La Délégation permanente de la Grèce auprès de l’UNESCO se réjouit d’avoir joué un rôle de premier plan dans ces combats et d’avoir pu contribuer de manière substantielle à l’élaboration de ces deux textes.
Nous sommes aussi heureux d’avoir contribuer positivement à ce que l’Union européenne (UE) présente un front commun qui a influé la préparation des deux conventions. Il faudrait néanmoins noter que dans la phase finale de ces combats, l’Union a été conduite avec un doigté exceptionnel par la présidence britannique, élément qui a d’ailleurs surpris plusieurs observateurs.
Lors des réunions de coordination des Ambassadeurs des pays-membres de l’Union à l’UNESCO, la présidence britannique a répondu positivement à nos demandes concernant l’amélioration du fonctionnement du centre et de la commission du patrimoine mondial au sein de l’Organisation des Nations unies. Il s’agit d’un sujet d’une importance primordiale, sur lequel l’UNESCO prend le risque de devenir la victime de son propre succès. Les tendances « inflationnistes » de ces derniers temps ont conduit, de notre point de vue, à l’inscription chaque année de dizaine de nouveaux sites sur la liste du patrimoine mondial, au point qu’on est arrivé à 812 sites inscrit, tandis que 1 500 autres apparaissent sur les listes indicatives des pays membres de l’UNESCO. Cette fameuse liste ne risque-t-elle pas d’être dédaignée à l’avenir, si l’on continue à ce rythme ?
Nous pensons qu’il est grand temps désormais de s’efforcer de modifier le mode de fonctionnement des organes compétents de l’UNESCO et d’essayer d’appliquer la convention de 1972 sur la protection du patrimoine dans un sens bien plus strict. Après de longues tractations, les délégations de 28 pays membres et candidats à intégration à l’UE ont envoyé au Directeur général de l’UNESCO, M. Koichiro Matsuura, une lettre exposant le problème et proposant des changements qui pourraient améliorer la situation. Il s’agit de la première démarche de ce genre entreprise par l’Union au sein de l’UNESCO et nous nous réjouissons d’en avoir eu l’initiative.
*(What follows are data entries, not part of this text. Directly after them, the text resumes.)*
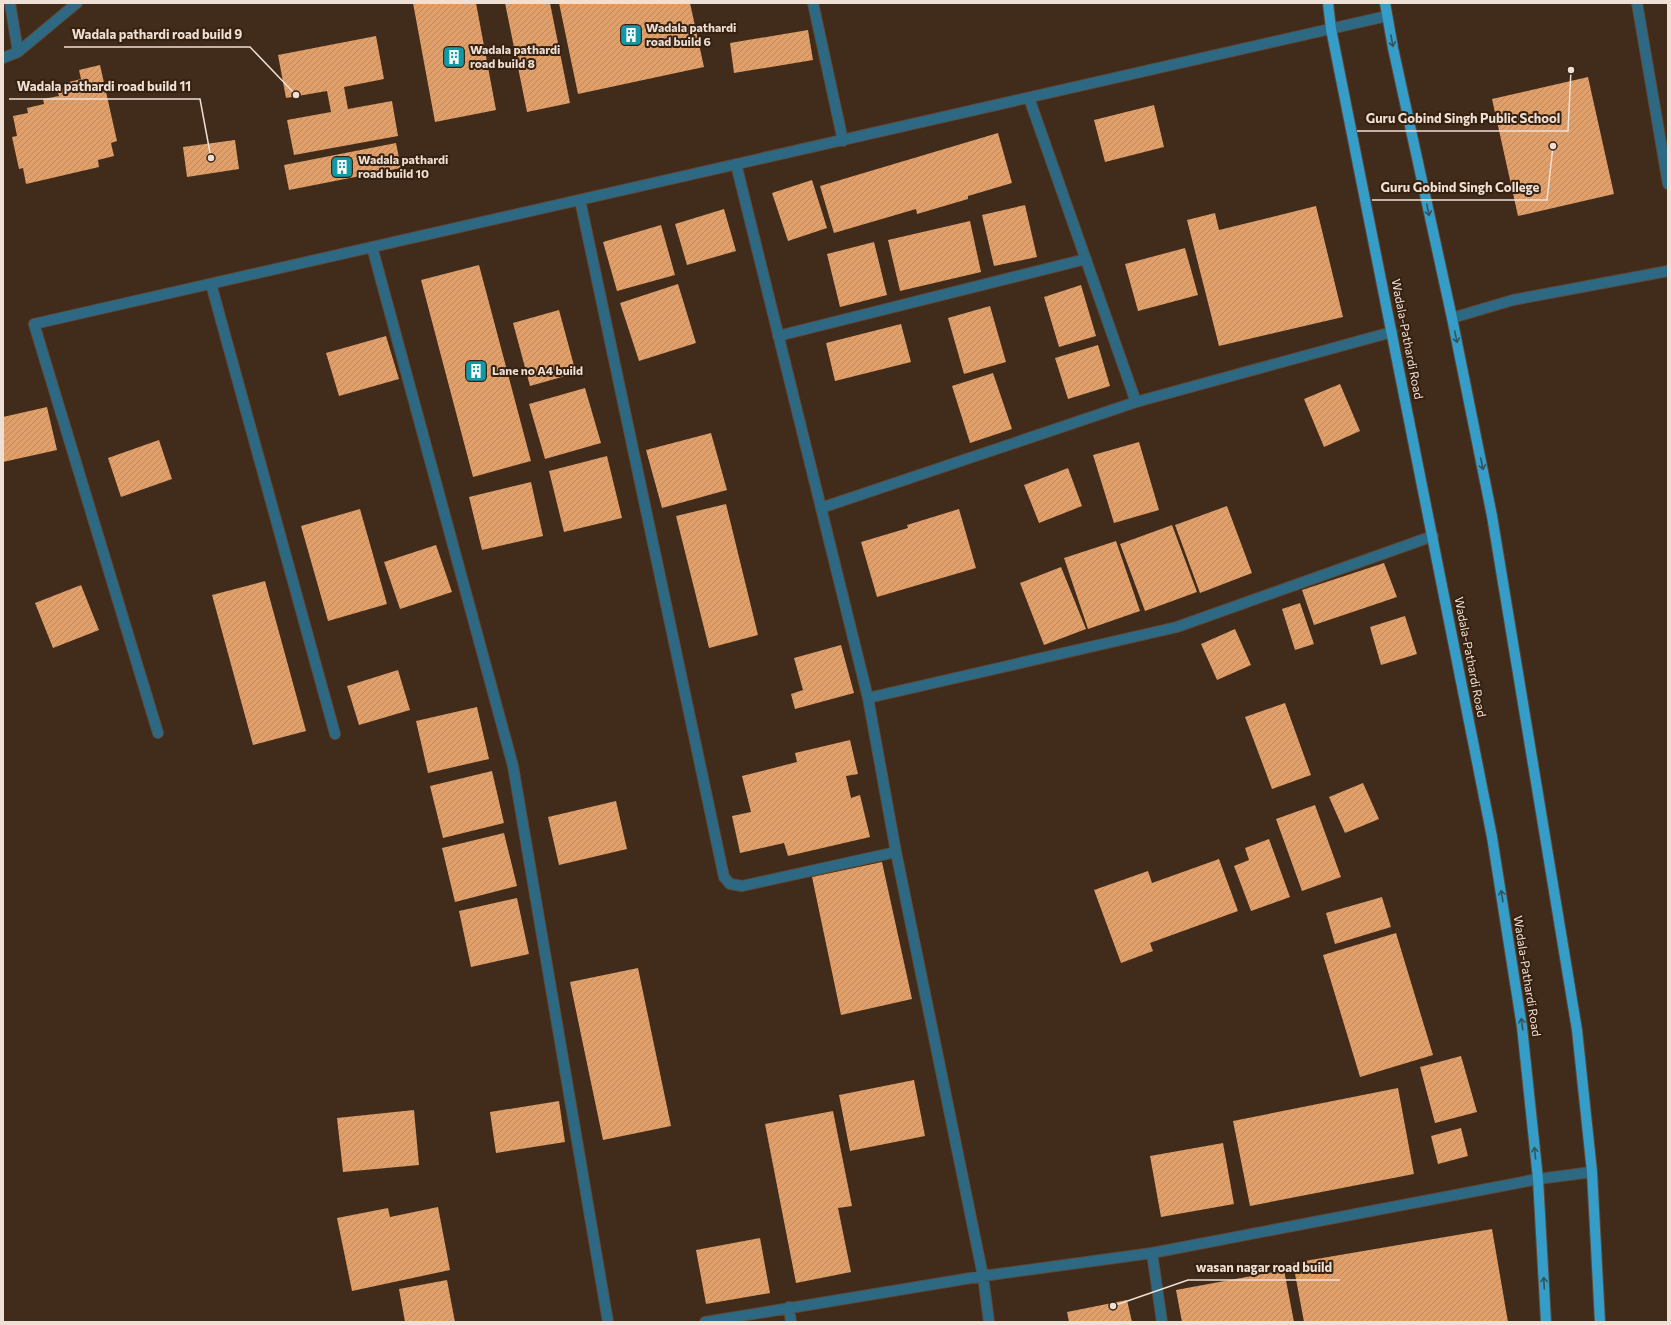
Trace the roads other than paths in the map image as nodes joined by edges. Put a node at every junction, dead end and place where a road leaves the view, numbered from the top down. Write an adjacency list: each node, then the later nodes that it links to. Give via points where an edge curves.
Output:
1 (10, 3): 9 (street)
2 (77, 3): 9 (street)
3 (813, 3): 12 (street)
4 (1328, 3): 8 (main road, Wadala-Pathardi Road)
5 (1385, 3): 7 (main road)
6 (1637, 3): 14 (street)
7 (1387, 16): 8 (street); 20 (main road, one-way to 20)
8 (1331, 29): 11 (street); 21 (main road, Wadala-Pathardi Road)
9 (18, 52): 10 (street)
10 (3, 58)
11 (1029, 98): 12 (street); 17 (street)
12 (843, 141): 13 (street)
13 (736, 164): 15 (street); 22 (street)
14 (1668, 184)
15 (580, 200): 16 (street); 29 (street, via 724,877 730,884 742,886)
16 (372, 247): 19 (street); 35 (street, via 512,766)
17 (1086, 259): 22 (street); 23 (street)
18 (1668, 271): 20 (street, via 1513,300)
19 (211, 284): 27 (street, via 34,324); 28 (street)
20 (1452, 318): 30 (main road, one-way to 30, via 1492,516 1566,960 1577,1030)
21 (1392, 332): 23 (street); 25 (main road, Wadala-Pathardi Road)
22 (778, 336): 24 (street)
23 (1136, 402): 24 (street)
24 (821, 508): 26 (street)
25 (1433, 536): 26 (street, via 1177,627); 31 (main road, Wadala-Pathardi Road, one-way to 25, via 1522,1026 1492,837)
26 (868, 698): 29 (street)
27 (158, 733)
28 (335, 734)
29 (896, 852): 33 (street)
30 (1592, 1172): 31 (street); 41 (main road)
31 (1538, 1179): 32 (street); 40 (main road, Wadala-Pathardi Road, one-way to 31)
32 (1152, 1253): 33 (street); 39 (street)
33 (984, 1276): 34 (street); 38 (street)
34 (789, 1307): 36 (street); 37 (street)
35 (608, 1322)
36 (705, 1322)
37 (791, 1322)
38 (989, 1322)
39 (1162, 1322)
40 (1546, 1322)
41 (1600, 1322)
Fière de sa civilisation et de sa culture, la Grèce a toujours manifesté une grande sensibilité sur les questions concernant le patrimoine mondial. Elle a toujours déclaré que les sites classés au sein de ce patrimoine n’appartiennent pas aux pays où ils sont localisés, mais à l’humanité toute entière. C’est dans cet esprit qu’elle a généreusement contribué à la restauration du musée de Kambul pour un montant de 750 000 dollars, et avec une première donation de 100 000 euros pour les monuments du Kosovo.
Le Gouvernement hellénique de M. Costas Karamanlis a, d’ailleurs, fait du développement de sa politique culturelle une priorité. C’est dans cet esprit que la Délégation permanente de la Grèce auprès de l’UNESCO s’efforce de travailler.